Problem statement:
Your output should be each line from the material below that has the word "topology".

Input for this task:

=====

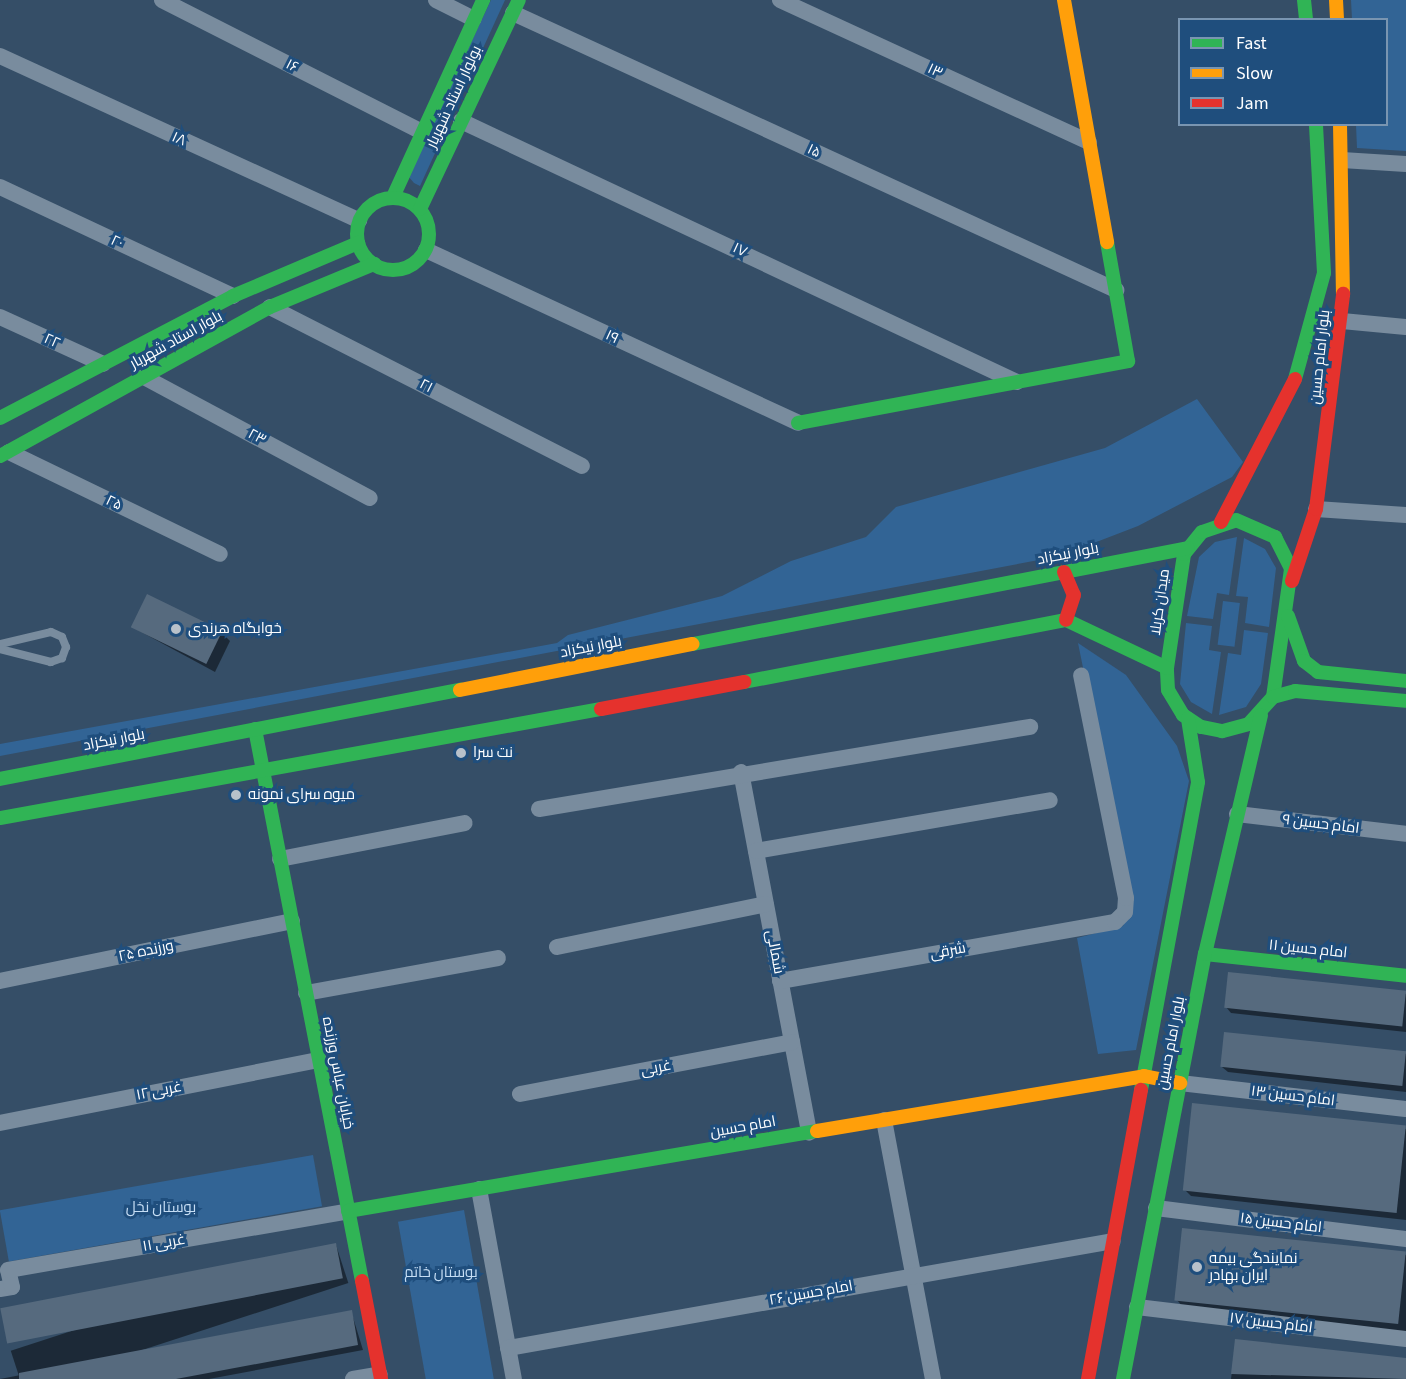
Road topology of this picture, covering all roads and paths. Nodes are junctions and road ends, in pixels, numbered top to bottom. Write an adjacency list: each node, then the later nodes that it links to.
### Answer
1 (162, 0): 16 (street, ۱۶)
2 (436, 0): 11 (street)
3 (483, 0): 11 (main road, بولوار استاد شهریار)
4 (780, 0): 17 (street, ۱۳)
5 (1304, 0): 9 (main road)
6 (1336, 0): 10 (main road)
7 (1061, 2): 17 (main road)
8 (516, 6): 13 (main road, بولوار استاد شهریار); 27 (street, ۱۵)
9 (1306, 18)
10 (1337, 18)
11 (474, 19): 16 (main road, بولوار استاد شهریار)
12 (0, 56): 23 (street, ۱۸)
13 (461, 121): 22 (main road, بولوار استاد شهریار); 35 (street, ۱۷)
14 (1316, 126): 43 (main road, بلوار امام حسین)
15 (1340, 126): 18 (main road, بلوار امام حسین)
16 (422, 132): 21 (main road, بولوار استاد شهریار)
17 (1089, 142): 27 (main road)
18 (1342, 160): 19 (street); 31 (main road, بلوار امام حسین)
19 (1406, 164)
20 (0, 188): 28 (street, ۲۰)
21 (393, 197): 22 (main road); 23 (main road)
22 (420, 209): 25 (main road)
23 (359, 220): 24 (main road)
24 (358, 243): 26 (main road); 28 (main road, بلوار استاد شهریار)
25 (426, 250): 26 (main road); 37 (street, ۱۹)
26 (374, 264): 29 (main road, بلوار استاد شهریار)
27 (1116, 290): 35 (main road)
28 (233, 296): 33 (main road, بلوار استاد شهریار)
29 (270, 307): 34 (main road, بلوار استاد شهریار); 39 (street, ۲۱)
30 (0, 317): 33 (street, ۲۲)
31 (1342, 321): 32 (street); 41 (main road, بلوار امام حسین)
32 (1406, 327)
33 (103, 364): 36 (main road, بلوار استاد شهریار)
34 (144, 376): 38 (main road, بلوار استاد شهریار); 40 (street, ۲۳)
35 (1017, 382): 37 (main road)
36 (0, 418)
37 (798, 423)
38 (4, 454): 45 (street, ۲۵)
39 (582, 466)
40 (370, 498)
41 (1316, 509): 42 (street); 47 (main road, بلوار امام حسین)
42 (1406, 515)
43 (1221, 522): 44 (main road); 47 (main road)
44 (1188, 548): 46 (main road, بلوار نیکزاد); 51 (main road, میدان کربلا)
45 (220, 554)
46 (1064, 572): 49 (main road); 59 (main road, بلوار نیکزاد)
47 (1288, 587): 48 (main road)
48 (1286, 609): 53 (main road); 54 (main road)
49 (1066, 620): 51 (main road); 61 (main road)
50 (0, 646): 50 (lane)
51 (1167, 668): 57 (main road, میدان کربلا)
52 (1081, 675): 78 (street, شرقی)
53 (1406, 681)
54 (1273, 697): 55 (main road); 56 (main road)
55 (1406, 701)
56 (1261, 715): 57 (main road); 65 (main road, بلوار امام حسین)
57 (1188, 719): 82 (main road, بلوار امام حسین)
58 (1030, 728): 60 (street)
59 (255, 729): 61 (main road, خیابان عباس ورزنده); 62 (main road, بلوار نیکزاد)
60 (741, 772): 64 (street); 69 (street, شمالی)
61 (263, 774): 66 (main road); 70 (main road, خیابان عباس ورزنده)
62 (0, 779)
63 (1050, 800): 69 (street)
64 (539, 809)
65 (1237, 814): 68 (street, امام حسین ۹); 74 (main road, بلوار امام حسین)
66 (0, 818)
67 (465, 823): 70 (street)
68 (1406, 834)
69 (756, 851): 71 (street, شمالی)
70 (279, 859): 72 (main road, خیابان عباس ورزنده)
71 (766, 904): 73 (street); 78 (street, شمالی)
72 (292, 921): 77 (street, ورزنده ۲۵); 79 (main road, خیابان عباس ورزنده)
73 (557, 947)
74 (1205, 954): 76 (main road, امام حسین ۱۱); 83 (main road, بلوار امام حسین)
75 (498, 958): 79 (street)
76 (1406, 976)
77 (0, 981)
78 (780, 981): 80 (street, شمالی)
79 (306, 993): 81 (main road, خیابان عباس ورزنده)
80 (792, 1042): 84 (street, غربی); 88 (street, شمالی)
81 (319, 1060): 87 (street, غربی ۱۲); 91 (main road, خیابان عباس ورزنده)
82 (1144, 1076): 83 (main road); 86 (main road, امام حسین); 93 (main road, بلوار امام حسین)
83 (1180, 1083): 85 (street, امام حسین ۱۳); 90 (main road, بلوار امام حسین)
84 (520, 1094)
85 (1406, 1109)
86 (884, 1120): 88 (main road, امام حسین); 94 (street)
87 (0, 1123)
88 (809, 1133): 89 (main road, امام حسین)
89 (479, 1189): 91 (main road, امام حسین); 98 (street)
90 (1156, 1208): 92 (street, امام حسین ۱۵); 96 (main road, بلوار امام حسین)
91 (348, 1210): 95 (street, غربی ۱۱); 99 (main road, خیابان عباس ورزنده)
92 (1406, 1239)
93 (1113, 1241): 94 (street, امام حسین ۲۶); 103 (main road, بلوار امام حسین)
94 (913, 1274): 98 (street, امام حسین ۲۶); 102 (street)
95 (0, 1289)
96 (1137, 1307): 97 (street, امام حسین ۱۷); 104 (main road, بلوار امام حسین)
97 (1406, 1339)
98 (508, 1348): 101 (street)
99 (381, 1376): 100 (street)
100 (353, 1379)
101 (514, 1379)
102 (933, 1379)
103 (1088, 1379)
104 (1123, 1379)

=====

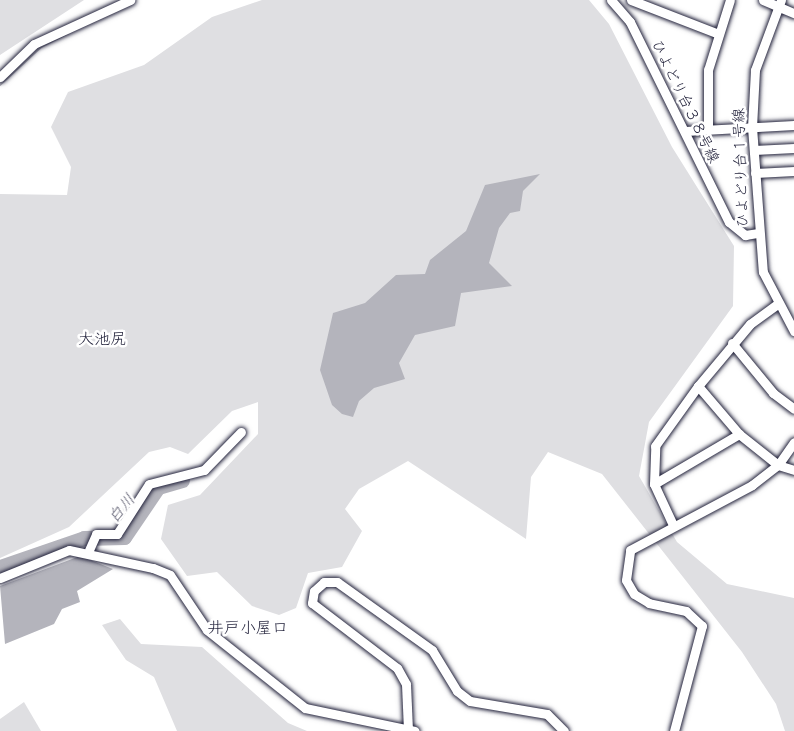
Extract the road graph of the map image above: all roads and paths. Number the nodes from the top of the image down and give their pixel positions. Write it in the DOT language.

=====

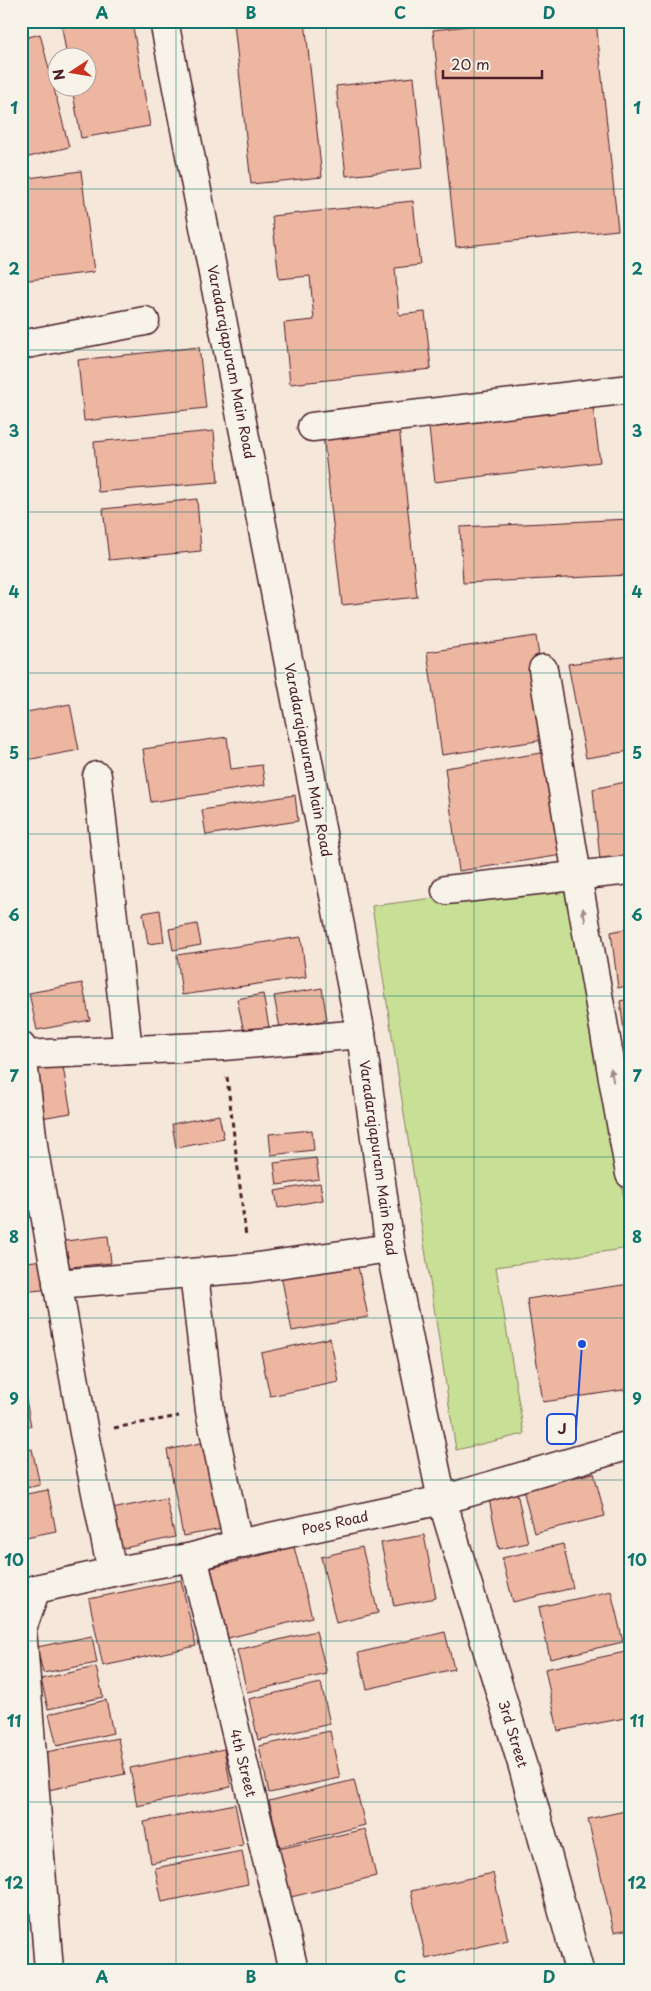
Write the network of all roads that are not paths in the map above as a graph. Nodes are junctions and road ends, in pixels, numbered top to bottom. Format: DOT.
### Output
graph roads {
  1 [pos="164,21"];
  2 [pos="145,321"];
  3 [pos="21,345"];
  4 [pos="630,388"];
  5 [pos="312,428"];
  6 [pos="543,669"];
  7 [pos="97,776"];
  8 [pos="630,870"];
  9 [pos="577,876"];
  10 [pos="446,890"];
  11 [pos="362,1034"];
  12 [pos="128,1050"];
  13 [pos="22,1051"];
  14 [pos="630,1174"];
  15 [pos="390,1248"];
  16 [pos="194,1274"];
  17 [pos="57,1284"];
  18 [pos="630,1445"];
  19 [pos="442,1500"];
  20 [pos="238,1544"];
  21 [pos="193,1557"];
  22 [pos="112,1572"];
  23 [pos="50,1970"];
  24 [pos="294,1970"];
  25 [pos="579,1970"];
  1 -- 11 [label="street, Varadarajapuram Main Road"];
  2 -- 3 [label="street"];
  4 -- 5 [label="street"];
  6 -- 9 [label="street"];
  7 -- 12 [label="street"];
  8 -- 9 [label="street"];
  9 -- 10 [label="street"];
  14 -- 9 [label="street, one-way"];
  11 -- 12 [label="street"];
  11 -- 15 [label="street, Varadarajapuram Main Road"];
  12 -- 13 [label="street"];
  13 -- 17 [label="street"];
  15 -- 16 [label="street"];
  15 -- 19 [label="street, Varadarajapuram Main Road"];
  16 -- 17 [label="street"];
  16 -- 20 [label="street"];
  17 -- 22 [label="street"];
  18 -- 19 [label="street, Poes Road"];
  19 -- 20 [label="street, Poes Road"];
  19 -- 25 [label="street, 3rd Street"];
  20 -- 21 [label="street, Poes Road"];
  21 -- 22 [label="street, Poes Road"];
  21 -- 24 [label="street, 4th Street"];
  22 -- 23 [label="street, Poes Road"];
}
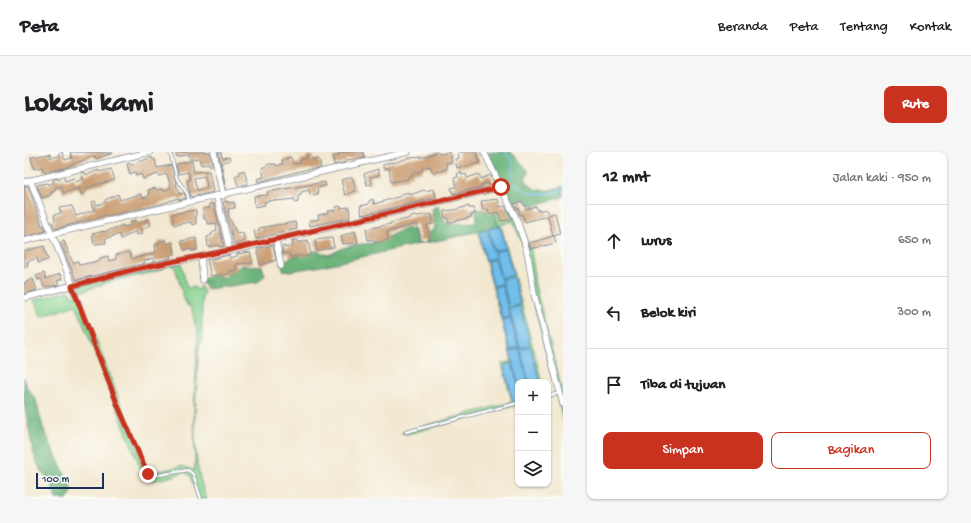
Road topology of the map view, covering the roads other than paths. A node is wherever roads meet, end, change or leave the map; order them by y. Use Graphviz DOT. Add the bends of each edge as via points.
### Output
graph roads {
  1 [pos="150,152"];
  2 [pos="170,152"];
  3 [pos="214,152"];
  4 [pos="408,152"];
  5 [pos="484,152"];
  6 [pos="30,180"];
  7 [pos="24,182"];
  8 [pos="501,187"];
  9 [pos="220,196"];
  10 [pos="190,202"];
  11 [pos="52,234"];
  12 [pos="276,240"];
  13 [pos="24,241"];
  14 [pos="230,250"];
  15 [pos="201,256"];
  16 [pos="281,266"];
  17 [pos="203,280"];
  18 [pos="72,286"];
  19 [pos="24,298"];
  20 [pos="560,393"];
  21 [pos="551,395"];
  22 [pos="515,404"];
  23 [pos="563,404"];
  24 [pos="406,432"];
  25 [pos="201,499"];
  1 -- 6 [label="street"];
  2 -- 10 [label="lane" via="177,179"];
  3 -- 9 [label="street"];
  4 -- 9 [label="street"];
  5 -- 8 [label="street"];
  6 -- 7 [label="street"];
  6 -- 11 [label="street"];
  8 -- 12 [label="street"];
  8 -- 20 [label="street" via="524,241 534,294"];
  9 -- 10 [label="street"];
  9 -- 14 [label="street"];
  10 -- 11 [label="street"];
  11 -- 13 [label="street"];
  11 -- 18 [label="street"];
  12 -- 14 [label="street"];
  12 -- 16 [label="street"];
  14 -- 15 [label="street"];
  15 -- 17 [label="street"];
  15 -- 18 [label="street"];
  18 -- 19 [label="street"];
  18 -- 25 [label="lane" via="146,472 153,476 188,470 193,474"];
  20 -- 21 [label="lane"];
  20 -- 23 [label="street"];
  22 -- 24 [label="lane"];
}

=====

Reply to the task:
Road topology of this picture, covering all roads and paths. Nodes are junctions and road ends, in pixels, numbered top to bottom. Write an adjacency list: each node, then the later nodes that it links to.
Road topology of the map view, covering the roads other than paths. A node is wherever roads meet, end, change or leave the map; order them by y. Use Graphviz DOT. Add the bends of each edge as via points.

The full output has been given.